Inflation in Canada
As Canadians continue into a post-pandemic world, economists predict that inflation will increase into late 2023, resulting in much higher interest rates the likes of which have not been seen for many years. This will have a dramatic and far-reaching effect on all Canadians, and those who have accumulated significant levels of debt in the past decade are likely to suffer the most severe and least desirable consequences. One potential consequence is that Canadians, who took advantage of historically low interest rates in recent years, could face serious bankruptcy if higher rates make their current debt levels unsustainable.
Debt levels among Canadians have been high for some time. According to Statistics Canada, in the third quarter of 2020, debt-to-income ratios (DTIs) stood at 166.9, the financial measure of household-level indebtedness in Canada. This figure is up from a post-recession low of 143.4 in the second quarter of 2013. A significant driving force behind this increase, according to economists, is the numerous record-low interest rates which were implemented to ensure the Canadian economy did not suffer overly severe impacts from the pandemic. These ultra-low rates made borrowing to finance purchases of property, goods, and services more compelling than paying cash, and Canadians responded by taking on more and more debt.
At this time, Canadian interest rates are only slightly above half of what they were in 2008. To accommodate for this, the Bank of Canada has begun tapering its bond-buying scheme and has plans to raise interest rates by as much as two percentage points by the end of 2023. Although two percentage points may not seem like much at face value, it could have very dangerous and severe effects for anyone overburdened with debt. In fact, CreditCards.ca estimates that a two per cent interest rate increase on an average $500 monthly payment could add an additional $62.50 in interest charges over the life of the loan.

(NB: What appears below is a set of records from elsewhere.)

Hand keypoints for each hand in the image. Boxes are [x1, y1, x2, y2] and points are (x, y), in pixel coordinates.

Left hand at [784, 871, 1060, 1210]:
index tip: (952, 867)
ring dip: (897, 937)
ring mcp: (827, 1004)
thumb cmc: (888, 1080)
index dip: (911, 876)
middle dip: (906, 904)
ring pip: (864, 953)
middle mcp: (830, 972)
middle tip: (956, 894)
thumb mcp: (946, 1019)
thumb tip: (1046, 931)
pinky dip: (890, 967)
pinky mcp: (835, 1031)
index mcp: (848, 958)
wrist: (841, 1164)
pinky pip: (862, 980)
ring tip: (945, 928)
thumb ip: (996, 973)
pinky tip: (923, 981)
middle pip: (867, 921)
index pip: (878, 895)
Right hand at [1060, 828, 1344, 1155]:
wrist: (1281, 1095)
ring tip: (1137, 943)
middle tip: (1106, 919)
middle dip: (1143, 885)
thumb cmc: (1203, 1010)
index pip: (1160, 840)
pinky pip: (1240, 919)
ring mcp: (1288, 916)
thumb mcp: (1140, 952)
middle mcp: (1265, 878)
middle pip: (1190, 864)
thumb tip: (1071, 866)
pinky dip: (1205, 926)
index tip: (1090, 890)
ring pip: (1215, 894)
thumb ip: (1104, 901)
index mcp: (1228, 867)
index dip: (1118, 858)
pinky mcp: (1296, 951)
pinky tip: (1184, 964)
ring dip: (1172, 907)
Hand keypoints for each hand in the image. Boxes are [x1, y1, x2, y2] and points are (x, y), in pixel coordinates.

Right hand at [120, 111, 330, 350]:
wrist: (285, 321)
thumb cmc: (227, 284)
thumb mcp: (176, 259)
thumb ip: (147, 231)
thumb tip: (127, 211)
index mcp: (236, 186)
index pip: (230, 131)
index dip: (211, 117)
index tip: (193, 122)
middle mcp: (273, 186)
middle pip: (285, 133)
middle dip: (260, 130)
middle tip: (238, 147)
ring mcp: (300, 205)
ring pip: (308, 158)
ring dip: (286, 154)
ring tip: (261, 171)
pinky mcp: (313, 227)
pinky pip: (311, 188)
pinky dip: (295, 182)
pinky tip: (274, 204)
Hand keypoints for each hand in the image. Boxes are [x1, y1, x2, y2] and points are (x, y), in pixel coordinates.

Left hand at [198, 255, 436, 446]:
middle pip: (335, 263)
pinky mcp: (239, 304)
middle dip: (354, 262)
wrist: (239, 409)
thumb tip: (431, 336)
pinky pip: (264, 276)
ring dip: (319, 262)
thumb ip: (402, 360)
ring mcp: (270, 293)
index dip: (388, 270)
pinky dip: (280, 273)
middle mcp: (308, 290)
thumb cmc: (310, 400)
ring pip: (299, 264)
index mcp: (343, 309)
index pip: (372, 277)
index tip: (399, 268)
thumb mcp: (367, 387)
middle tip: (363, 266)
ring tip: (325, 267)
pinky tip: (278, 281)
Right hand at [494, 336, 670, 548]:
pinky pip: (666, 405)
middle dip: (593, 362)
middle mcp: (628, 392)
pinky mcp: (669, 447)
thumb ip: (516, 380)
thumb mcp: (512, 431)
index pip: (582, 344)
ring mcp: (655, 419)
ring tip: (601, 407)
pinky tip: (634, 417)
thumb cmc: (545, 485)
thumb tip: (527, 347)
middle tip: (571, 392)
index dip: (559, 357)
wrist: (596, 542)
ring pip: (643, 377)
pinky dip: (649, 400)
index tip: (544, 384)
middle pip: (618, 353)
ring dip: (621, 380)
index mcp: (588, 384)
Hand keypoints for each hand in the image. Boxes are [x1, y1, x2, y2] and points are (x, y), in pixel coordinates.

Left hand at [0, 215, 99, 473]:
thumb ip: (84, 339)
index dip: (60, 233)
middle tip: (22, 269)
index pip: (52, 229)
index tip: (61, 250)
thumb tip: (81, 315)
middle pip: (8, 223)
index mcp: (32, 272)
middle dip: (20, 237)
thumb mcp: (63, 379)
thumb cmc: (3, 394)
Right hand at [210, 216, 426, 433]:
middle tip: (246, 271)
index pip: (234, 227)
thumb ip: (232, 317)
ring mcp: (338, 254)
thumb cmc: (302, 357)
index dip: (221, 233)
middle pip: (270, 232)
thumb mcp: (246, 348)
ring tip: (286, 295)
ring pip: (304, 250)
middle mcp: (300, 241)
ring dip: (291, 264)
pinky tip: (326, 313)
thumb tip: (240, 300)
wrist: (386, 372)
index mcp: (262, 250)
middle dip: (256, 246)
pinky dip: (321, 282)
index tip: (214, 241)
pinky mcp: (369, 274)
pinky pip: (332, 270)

For those who have already amassed an unmanageable amount of debt, the effects of rising interest rates hitting their pocketbooks could be outright catastrophic. These individuals might discover at that their current debt loads may be much too burdensome to bear given much higher interest burden. If they are unable to control it they may have no choice but to declare bankruptcy and face the consequences to their financial health.
The additional unfortunate reality of higher interest rates is that it will become more expensive and difficult to acquire more debt during a time when the Canadian economy is in the midst of substantial recovery. Perpetually low-interest rates have a positive effect on borrowing power, but high-interest rates can cripple those once resilient Canadians now facing high debts. For younger Canadians, some estimates put non-mortgage debt levels at over $17,000 for the average post-secondary student. With lower employment prospects due to the pandemic, rising interest levels could remain an ever-present obstacle for youth.
Notwithstanding the scale and work spans of Canadians struggling with debt, Canada’s current economic situation is expected to improve providing some cushion when it comes to the potential shock waves of increasing interest rates. Economists have forecast Canada’s growth rate to reach an incredible 5.8% by the end of 2021. This could provide a buffer to the effects of rising interest rates as consumption, savings, and returns become more accessible to those who have secured some stability in their finances.
The looming effect of higher rates in 2023 still remains a tad unclear but it could have the potential to throw a wrench into the spokes of those Canadians who took advantage of the historically low rates and racked up alarming debt loads. Whether they default or find a way to implement precautions and long-term debt reduction plans now could be the crucial difference between bankrupting thousands of indebted Canadians and helping them become debt free.